## Work instruction
For every line below, restate it exactly and drop the images.

───

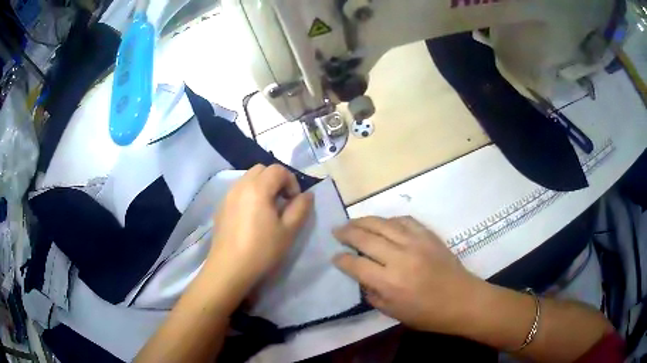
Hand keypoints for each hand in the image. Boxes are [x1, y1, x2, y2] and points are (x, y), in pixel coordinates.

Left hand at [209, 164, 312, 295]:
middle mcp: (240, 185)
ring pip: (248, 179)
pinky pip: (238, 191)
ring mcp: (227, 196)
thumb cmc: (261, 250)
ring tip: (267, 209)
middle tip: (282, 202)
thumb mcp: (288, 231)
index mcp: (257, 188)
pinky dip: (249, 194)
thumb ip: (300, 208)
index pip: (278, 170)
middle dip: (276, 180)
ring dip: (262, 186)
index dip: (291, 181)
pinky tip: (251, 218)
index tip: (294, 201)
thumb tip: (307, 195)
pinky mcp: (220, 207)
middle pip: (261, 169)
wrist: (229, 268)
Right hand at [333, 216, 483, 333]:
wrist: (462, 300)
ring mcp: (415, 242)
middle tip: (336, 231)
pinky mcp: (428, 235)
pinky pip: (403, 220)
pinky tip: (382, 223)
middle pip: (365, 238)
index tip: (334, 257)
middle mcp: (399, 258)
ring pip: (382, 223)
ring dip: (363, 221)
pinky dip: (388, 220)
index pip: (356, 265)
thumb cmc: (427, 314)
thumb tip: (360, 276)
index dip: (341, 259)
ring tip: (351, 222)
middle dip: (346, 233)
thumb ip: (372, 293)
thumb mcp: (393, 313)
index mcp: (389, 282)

───

## Exercise answer
Hand keypoints for each hand in the image. Boxes are [x1, y1, x2, y2] and points are (x, y), in pixel coordinates.

Left hand at [209, 164, 312, 295]:
middle mcp: (240, 185)
ring pip: (248, 179)
pinky pip: (238, 191)
ring mcp: (227, 196)
thumb cmc: (261, 250)
ring tip: (267, 209)
middle tip: (282, 202)
thumb mcp: (288, 231)
index mcp: (257, 188)
pinky dip: (249, 194)
thumb ip: (300, 208)
index pip: (278, 170)
middle dip: (276, 180)
ring dip: (262, 186)
index dip: (291, 181)
pinky tip: (251, 218)
index tip: (294, 201)
thumb tip: (307, 195)
pinky mcp: (220, 207)
middle pip: (261, 169)
wrist: (229, 268)
Right hand at [333, 216, 483, 333]:
wrist: (462, 300)
ring mcp: (415, 242)
middle tip: (336, 231)
pinky mcp: (428, 235)
pinky pip: (403, 220)
pinky tip: (382, 223)
middle pip: (365, 238)
index tip: (334, 257)
middle mcp: (399, 258)
ring pip: (382, 223)
ring dip: (363, 221)
pinky dip: (388, 220)
index pip: (356, 265)
thumb cmc: (427, 314)
thumb tip: (360, 276)
index dip: (341, 259)
ring tip: (351, 222)
middle dip: (346, 233)
thumb ip: (372, 293)
thumb mcp: (393, 313)
index mcp: (389, 282)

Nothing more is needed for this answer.